[Saved entries]
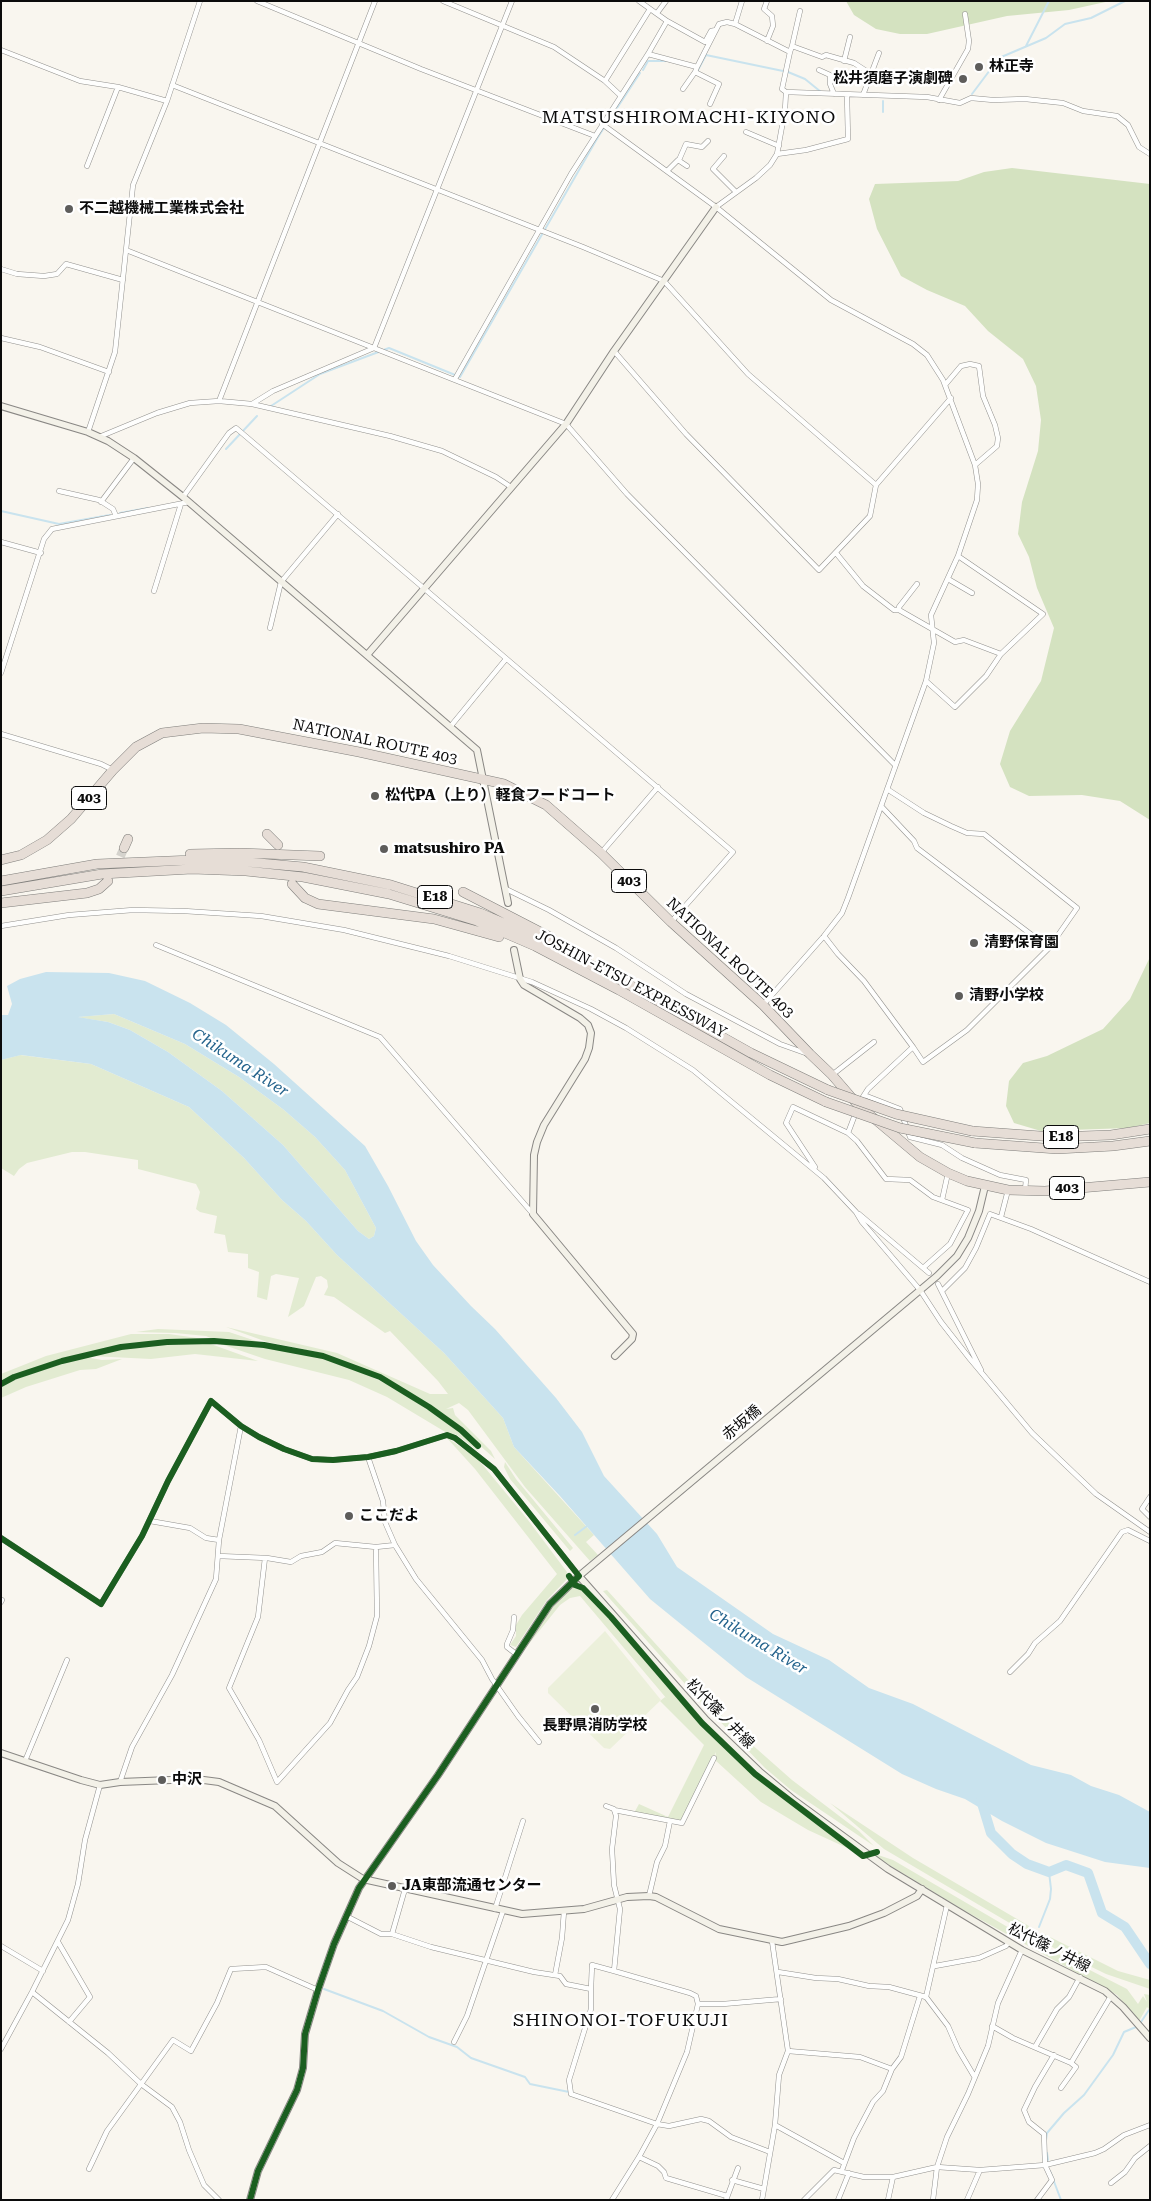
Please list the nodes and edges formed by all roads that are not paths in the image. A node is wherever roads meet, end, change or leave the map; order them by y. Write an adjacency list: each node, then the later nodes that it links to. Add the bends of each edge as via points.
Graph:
1 (200, 1): 31 (street)
2 (257, 1): 20 (street)
3 (375, 1): 20 (street)
4 (443, 1): 16 (street)
5 (512, 1): 16 (street)
6 (639, 1): 10 (street)
7 (666, 1): 12 (street)
8 (742, 1): 15 (street)
9 (767, 1): 19 (street, via 764,8 772,16 773,26)
10 (650, 9): 12 (street); 30 (street)
11 (800, 11): 21 (street)
12 (657, 13): 14 (street)
13 (965, 14): 40 (street, via 968,49)
14 (667, 21): 17 (street, via 705,42); 25 (street)
15 (735, 24): 17 (street, via 719,24); 19 (street)
16 (502, 25): 30 (street, via 554,47); 34 (street)
17 (716, 30): 27 (street)
18 (850, 37): 26 (street)
19 (767, 41): 23 (street)
20 (358, 42): 34 (street); 47 (street)
21 (792, 46): 23 (street); 26 (street)
22 (1, 50): 32 (street, via 80,81)
23 (790, 52): 35 (street, via 782,89)
24 (879, 53): 29 (street)
25 (648, 54): 27 (street); 38 (street)
26 (844, 61): 29 (street, via 854,63)
27 (696, 69): 33 (street); 42 (street, via 719,84)
28 (819, 70): 36 (street, via 830,75)
29 (871, 74): 39 (street)
30 (605, 80): 38 (street)
31 (172, 85): 41 (street); 47 (street)
32 (118, 87): 41 (street); 53 (street)
33 (683, 89)
34 (477, 90): 45 (street); 56 (street)
35 (786, 92): 36 (street); 48 (street)
36 (834, 94): 37 (street)
37 (847, 94): 39 (street); 49 (street, via 848,139)
38 (621, 96): 43 (street)
39 (863, 96): 40 (street)
40 (939, 100): 50 (street, via 960,103 971,98 1039,100 1109,114 1124,121 1140,147)
41 (167, 101): 60 (street, via 133,185)
42 (710, 104)
43 (602, 124): 45 (street); 55 (street)
44 (746, 132): 48 (street)
45 (595, 136): 59 (street)
46 (708, 141): 52 (street, via 702,148 686,144)
47 (320, 142): 56 (street); 64 (street)
48 (779, 146): 49 (street)
49 (777, 154): 57 (street, via 770,165)
50 (1150, 154)
51 (724, 156): 57 (street, via 713,169)
52 (678, 160): 54 (street); 55 (street)
53 (87, 166)
54 (687, 166)
55 (667, 172): 58 (street)
56 (437, 190): 59 (street); 66 (street)
57 (736, 192): 58 (street)
58 (716, 207): 63 (street); 70 (street, via 830,300 913,344 927,355)
59 (540, 230): 63 (street); 69 (street)
60 (126, 250): 62 (street); 64 (street)
61 (1, 269): 62 (street, via 44,276 57,274 66,264)
62 (123, 280): 68 (street, via 115,352)
63 (664, 281): 67 (street); 80 (street, via 748,374)
64 (258, 301): 66 (street); 72 (street)
65 (1, 338): 68 (street)
66 (374, 348): 69 (street); 73 (street, via 280,388)
67 (614, 351): 75 (street); 89 (street, via 686,434 820,570)
68 (109, 372): 76 (street)
69 (455, 379): 75 (street)
70 (946, 385): 71 (street); 79 (street, via 961,366 979,366 983,396 998,438 997,446)
71 (951, 398): 79 (street); 80 (street)
72 (219, 401): 73 (street); 77 (street, via 190,403)
73 (252, 404): 81 (street, via 442,451 496,476)
74 (1, 406): 76 (street)
75 (566, 424): 81 (street); 107 (street, via 626,494)
76 (88, 432): 77 (street)
77 (99, 437): 78 (street)
78 (134, 458): 83 (street); 84 (street)
79 (975, 465): 90 (street, via 977,500)
80 (876, 485): 89 (street, via 870,516)
81 (511, 487): 94 (street)
82 (59, 490): 84 (street)
83 (184, 501): 85 (street, via 229,433 236,428); 86 (street); 92 (street); 95 (street)
84 (101, 502): 86 (street, via 113,509)
85 (338, 514): 92 (street); 94 (street)
86 (116, 516): 88 (street, via 52,529 44,539)
87 (1, 542): 88 (street)
88 (41, 553): 103 (street)
89 (836, 553): 97 (street, via 863,586 894,610)
90 (958, 556): 91 (street); 100 (street, via 1044,614)
91 (948, 579): 96 (street); 99 (street, via 931,615)
92 (281, 582): 98 (street); 101 (street)
93 (917, 584): 97 (street)
94 (423, 589): 101 (street); 102 (street)
95 (154, 591)
96 (972, 593)
97 (899, 610): 99 (street)
98 (270, 628)
99 (933, 628): 100 (street, via 955,642 964,640); 104 (street, via 934,643)
100 (1001, 654): 104 (street, via 986,676 955,707)
101 (367, 656): 105 (street)
102 (506, 659): 105 (street); 110 (street)
103 (1, 673)
104 (926, 681): 107 (street)
105 (450, 727): 109 (street, via 477,750)
106 (1, 734): 108 (street)
107 (895, 765): 111 (street)
108 (113, 770): 109 (highway, NATIONAL ROUTE 403 / 403, via 136,747 162,733 203,728 239,729); 117 (highway, NATIONAL ROUTE 403 / 403, via 72,820 22,855)
109 (482, 779): 115 (highway, NATIONAL ROUTE 403 / 403, via 504,784 546,805); 122 (street)
110 (658, 787): 115 (street); 127 (street, via 733,852)
111 (887, 789): 112 (street); 131 (street, via 951,826 984,834 1077,908)
112 (881, 806): 129 (street, via 842,913); 131 (street, via 917,848)
113 (268, 834): 114 (highway)
114 (278, 845)
115 (601, 853): 127 (highway, NATIONAL ROUTE 403 / 403)
116 (320, 856): 118 (highway, via 208,853)
117 (1, 860)
118 (97, 864): 119 (highway, JOSHIN-ETSU EXPRESSWAY / E18); 135 (highway, JOSHIN-ETSU EXPRESSWAY / E18, via 166,860 247,862 330,872 391,885 450,902 510,925)
119 (1, 881)
120 (108, 881): 125 (highway, via 99,889 86,893)
121 (292, 884): 133 (highway, via 300,894 318,904 412,915 465,926 524,946)
122 (506, 889): 126 (street); 139 (street, via 616,948 686,994 780,1044)
123 (1, 891): 133 (highway, JOSHIN-ETSU EXPRESSWAY / E18, via 86,876 164,869 303,877 389,894 446,911 513,937)
124 (463, 892): 135 (highway, via 584,956)
125 (1, 903)
126 (508, 903)
127 (671, 922): 136 (highway, NATIONAL ROUTE 403 / 403)
128 (1, 926): 134 (street, via 69,915 132,910 261,916 386,940)
129 (824, 936): 136 (street); 138 (street, via 864,981)
130 (156, 945): 154 (street, via 380,1037)
131 (1048, 948): 138 (street, via 967,1030 923,1062)
132 (514, 950): 134 (street)
133 (589, 974): 145 (highway, JOSHIN-ETSU EXPRESSWAY / E18, bridge, via 743,1061 826,1102 900,1128 975,1143 1057,1149)
134 (520, 979): 147 (street, via 591,1009 669,1054); 154 (street, via 524,985 580,1018 591,1033 585,1059 537,1142)
135 (656, 999): 143 (highway, JOSHIN-ETSU EXPRESSWAY / E18, bridge, via 751,1053 828,1090 896,1114 972,1131 1054,1137)
136 (763, 1005): 139 (highway, NATIONAL ROUTE 403 / 403)
137 (874, 1042): 140 (street)
138 (914, 1047): 141 (street)
139 (810, 1054): 140 (highway, NATIONAL ROUTE 403 / 403)
140 (832, 1074): 142 (highway, NATIONAL ROUTE 403 / 403)
141 (864, 1094): 142 (street); 151 (street, via 900,1109 910,1136 942,1145 1000,1175 1026,1180)
142 (858, 1105): 144 (street); 146 (highway, NATIONAL ROUTE 403 / 403, via 920,1157)
143 (1150, 1130)
144 (848, 1133): 147 (street, via 793,1107 786,1123); 152 (street, via 886,1179 910,1180 933,1198)
145 (1150, 1141)
146 (948, 1173): 149 (highway, NATIONAL ROUTE 403 / 403); 152 (street)
147 (824, 1178): 153 (street)
148 (1150, 1182): 151 (highway, NATIONAL ROUTE 403 / 403)
149 (985, 1186): 150 (highway, NATIONAL ROUTE 403 / 403); 161 (street, via 979,1211 957,1256)
150 (1008, 1190): 151 (highway, NATIONAL ROUTE 403 / 403); 155 (street)
151 (1025, 1190)
152 (942, 1200): 156 (street, via 968,1210 950,1244)
153 (856, 1212): 156 (street); 161 (street)
154 (534, 1214): 162 (street, via 633,1334)
155 (1001, 1218): 158 (street); 160 (street, via 990,1214 965,1268)
156 (923, 1268): 157 (street)
157 (929, 1273)
158 (1150, 1282)
159 (938, 1284): 160 (street)
160 (942, 1291): 163 (street)
161 (918, 1292): 163 (street); 177 (street, 赤坂橋)
162 (615, 1356)
163 (985, 1376): 169 (street, via 1032,1433 1079,1480)
164 (241, 1426): 165 (street, via 284,1449 312,1459); 168 (street, via 211,1401); 171 (street)
165 (368, 1457): 173 (street); 177 (street, via 447,1435 455,1438 494,1468)
166 (1150, 1497): 167 (street, via 1142,1509)
167 (1150, 1517)
168 (150, 1521): 170 (street, via 101,1604); 171 (street, via 190,1528 206,1538)
169 (1150, 1532)
170 (1, 1538)
171 (219, 1540): 175 (street)
172 (1150, 1541): 181 (street, via 1128,1530 1122,1532 1060,1622)
173 (394, 1545): 174 (street); 182 (street, via 416,1579 482,1660)
174 (376, 1547): 176 (street, via 335,1543 322,1552 301,1556 292,1562); 176 (street, via 377,1616 357,1677 330,1723 277,1782 259,1740 229,1688 258,1616)
175 (218, 1556): 176 (street); 187 (street, via 216,1579 172,1675 132,1746)
176 (265, 1558)
177 (579, 1576): 179 (street, via 550,1604); 195 (street, 松代篠ノ井線, via 734,1748 795,1801 888,1869)
178 (514, 1617): 179 (street, via 507,1647)
179 (516, 1654): 182 (street)
180 (67, 1660): 186 (street)
181 (1010, 1672)
182 (496, 1684): 183 (street); 193 (street, via 438,1775)
183 (539, 1742)
184 (1, 1753): 186 (street)
185 (714, 1758): 192 (street, via 682,1823)
186 (25, 1761): 188 (street)
187 (120, 1782): 188 (street); 193 (street, via 207,1780 239,1789 274,1806 338,1864)
188 (100, 1785): 205 (street, via 85,1840 78,1884)
189 (606, 1806): 190 (street)
190 (614, 1810): 192 (street); 197 (street, via 613,1874)
191 (523, 1821): 199 (street)
192 (670, 1821): 196 (street)
193 (363, 1880): 194 (street); 202 (street)
194 (405, 1889): 199 (street); 203 (street)
195 (922, 1889): 198 (street, 松代篠ノ井線); 204 (street, via 905,1904 849,1926 782,1942)
196 (649, 1896): 197 (street); 204 (street, via 718,1929)
197 (619, 1900): 201 (street); 211 (street)
198 (947, 1905): 206 (street, 松代篠ノ井線); 210 (street)
199 (495, 1909): 200 (street)
200 (503, 1911): 201 (street, via 522,1914); 209 (street)
201 (564, 1911): 214 (street)
202 (346, 1916): 203 (street, via 381,1934); 217 (street)
203 (392, 1934): 209 (street)
204 (772, 1941): 213 (street)
205 (58, 1942): 212 (street); 224 (street, via 90,1997)
206 (1009, 1942): 208 (street, 松代篠ノ井線); 210 (street, via 979,1958)
207 (1, 1946): 212 (street)
208 (1022, 1950): 215 (street, 松代篠ノ井線); 225 (street, via 998,2003)
209 (485, 1960): 214 (street); 227 (street, via 467,2016)
210 (935, 1966): 221 (street)
211 (614, 1971): 216 (street, via 592,1966); 223 (street, via 690,1993 696,1996)
212 (43, 1972): 218 (street)
213 (778, 1972): 219 (street, via 889,1987); 222 (street)
214 (556, 1975): 216 (street, via 566,1984)
215 (1080, 1977): 220 (street, 松代篠ノ井線); 228 (street)
216 (591, 1989): 237 (street, via 591,2009 569,2080 571,2094)
217 (318, 1990): 235 (street, via 266,1967 231,1969 191,2051 173,2040); 257 (street, via 305,2034 303,2068 297,2090 258,2171)
218 (32, 1992): 224 (street); 229 (street)
219 (920, 1996): 221 (street); 233 (street, via 906,2045)
220 (1111, 1996): 226 (street, 松代篠ノ井線); 232 (street)
221 (926, 1997): 234 (street, via 948,2026)
222 (781, 1999): 223 (street); 230 (street)
223 (698, 2004): 237 (street, via 687,2052)
224 (69, 2022): 235 (street)
225 (992, 2026): 228 (street); 234 (street, via 988,2046)
226 (1150, 2038)
227 (454, 2042)
228 (1034, 2048): 231 (street)
229 (1, 2049)
230 (788, 2051): 233 (street, via 860,2057); 238 (street, via 780,2075)
231 (1054, 2055): 232 (street); 244 (street, via 1024,2110 1029,2122 1044,2134)
232 (1071, 2062): 236 (street, via 1076,2067)
233 (892, 2069): 243 (street, via 883,2091 873,2102 854,2138)
234 (974, 2076): 245 (street)
235 (140, 2084): 247 (street, via 107,2131); 256 (street, via 172,2108 204,2185)
236 (1061, 2088)
237 (657, 2124): 241 (street, via 669,2126 701,2119 709,2121 730,2137); 242 (street)
238 (775, 2125): 241 (street); 243 (street)
239 (1150, 2125): 244 (street, via 1124,2134 1094,2153)
240 (1150, 2146): 253 (street)
241 (770, 2152): 254 (street)
242 (639, 2157): 255 (street, via 658,2166 666,2178); 258 (street)
243 (844, 2164): 248 (street)
244 (1045, 2165): 249 (street); 265 (street, via 1052,2180)
245 (937, 2167): 249 (street); 251 (street); 263 (street)
246 (738, 2168): 252 (street)
247 (90, 2170)
248 (842, 2170): 250 (street); 260 (street, via 834,2170)
249 (980, 2170): 264 (street)
250 (849, 2173): 251 (street, via 864,2177); 261 (street)
251 (893, 2177): 262 (street)
252 (732, 2180): 254 (street); 255 (street)
253 (1111, 2183)
254 (764, 2189): 259 (street)
255 (726, 2198)
256 (219, 2200)
257 (250, 2200)
258 (612, 2200)
259 (762, 2200)
260 (804, 2200)
261 (838, 2200)
262 (888, 2200)
263 (933, 2200)
264 (967, 2200)
265 (1037, 2200)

• [Task item]: The expected answer is one number: how many lines above contain "bridge".

• [Response to this task]: 2